How Long Does a Divorce Take?
There can be many contributing factors which can impact how long your divorce will take; if there are children involved, if your spouse is contesting the divorce and what is at stake financially.
Some Solicitors will suggest a divorce can take anywhere from 16-24 weeks where there are no complications, which could extend up to a year for acrimonious couples.
Nowadays, couples are also accessing ‘Do It Yourself Quickie Divorces’ with promises of fast turnaround times, though there are still mandatory timeframes when the court can issue paperwork – so they don’t be misled. Obtain advice from your Solicitor who can explain this to you so you know what to expect.
So let’s delve into what can both speed up or even slow down your divorce:
Factors which can impact the time to divorce
The time taken to divorce your spouse can be influenced by many different elements during the divorce process such as:
a) Contesting the divorce
Contesting the divorce application may be driven by many reasons; an emotional and volatile partner, your partner contesting purely to delay the process, aiming to hike up your costs or simply doesn’t agree with the grounds for divorce
If your spouse/partner refuses to accept your divorce petition, then this can result in a 28 days window during which they can ask the court for a ‘directions of trial’ which will lead to a final hearing.
Additionally, if the respondent has not acknowledged your divorce petition within the legal requirement of 8 days and one of the reasons is due to them no longer living at the address or working for their current employer, it will time take to locate their whereabouts.
For some couples mediation can speed up the divorce process, to allow informal discussions to agree the division of finances and where appropriate, arrangements for any children.
This cuts out the process of negotiations through the Solicitors or the court, with outcomes that can be granted quickly by the Judge. On the other hand, unsuccessful mediation will result in court intervention and attending hearings which will delay your divorce.
c) Grounds for divorce
Your grounds for divorce may be straight forward which can lead to a speedy application; based on ‘unreasonable behaviour’ or by ‘mutual consent after being separated for two years continuously’.

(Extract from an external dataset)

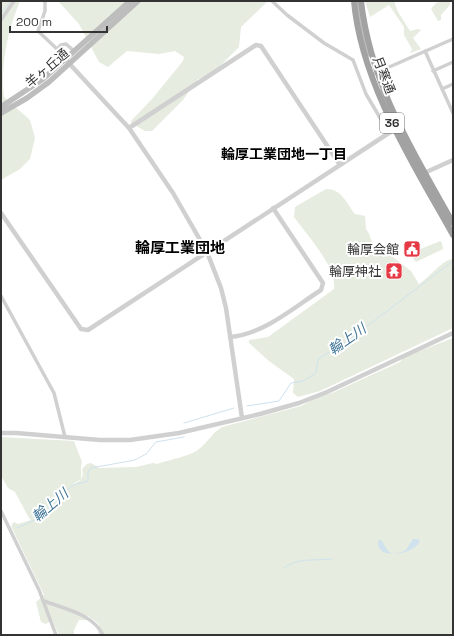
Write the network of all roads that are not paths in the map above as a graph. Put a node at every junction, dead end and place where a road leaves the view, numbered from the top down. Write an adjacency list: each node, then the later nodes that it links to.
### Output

Though if the reason is named as ‘5 years separation without consent’ and the other party is either uncooperative or you are unable to locate your spouse, then it can take time to locate them or even prove they received the divorce petition. This can require court intervention and additional steps.
d) Financial order
Some couples are able to give their assent quickly to the division of their financial assets including the matrimonial home, savings, pensions etc. though if it’s acrimonious then the discussions can become lengthy and the court will intervene. With a lack of agreement, it can delay the Decree Nisi or the Decree Absolute being granted by the court.
e) Provision for children
Like the finances, if welfare and provision for the children are not in order or to the satisfaction of the court, either agreed via Solicitors or during mediation, then legal proceedings will be initiated.
This could involve your Solicitor drafting up a court consent order, the intervention of court welfare officers, applications for residence or even specific issue orders if it’s related to education and religion.
f) Lodging official paperwork
Hopefully this will not be a reason for delay If you are employing a Solicitor. Your Solicitor will ensure your paperwork will be correct and filed within key timeframes; your divorce petition, submitting the supplementary documentation such as marriage certificates, where appropriate financial orders, court orders and application for your Decree Nisi and Absolute.
g) Decree Nisi
The court may refuse to grant your Decree Nisi if there is concern that the finances or childcare arrangements are not satisfactory. This scenario would result in the parent’s re-negotiating arrangements or legal intervention in the worst case.
h) Decree Absolute
Six weeks after the Decree Nisi has been granted, you can apply for the Decree Absolute. If the court is satisfied with all paperwork and agreements then it will be approved.
i) Efficiency of courts and processing of paperwork
As discussed in our post about the divorce process, there is reliance on the court to efficiently process all paperwork and review each case individually. The timing may be dependent on resources and applications received into your regional divorce centre.
Finally, a good Solicitor can counteract circumstances which may arise with proven tactics from their experience of divorce and understanding of the legal proceedings. Your Solicitor will represent you in your best interests, submitting paperwork on time and where appropriate managing perhaps the difficult behaviour or your spouse/partner.
So really it’s hard to predict how long your divorce will take, as it really is ‘how long is a piece of string’.
Some factors may be within the control of your Solicitor to manage and others within the ownership of the Court or your soon to be ex-partner/spouse.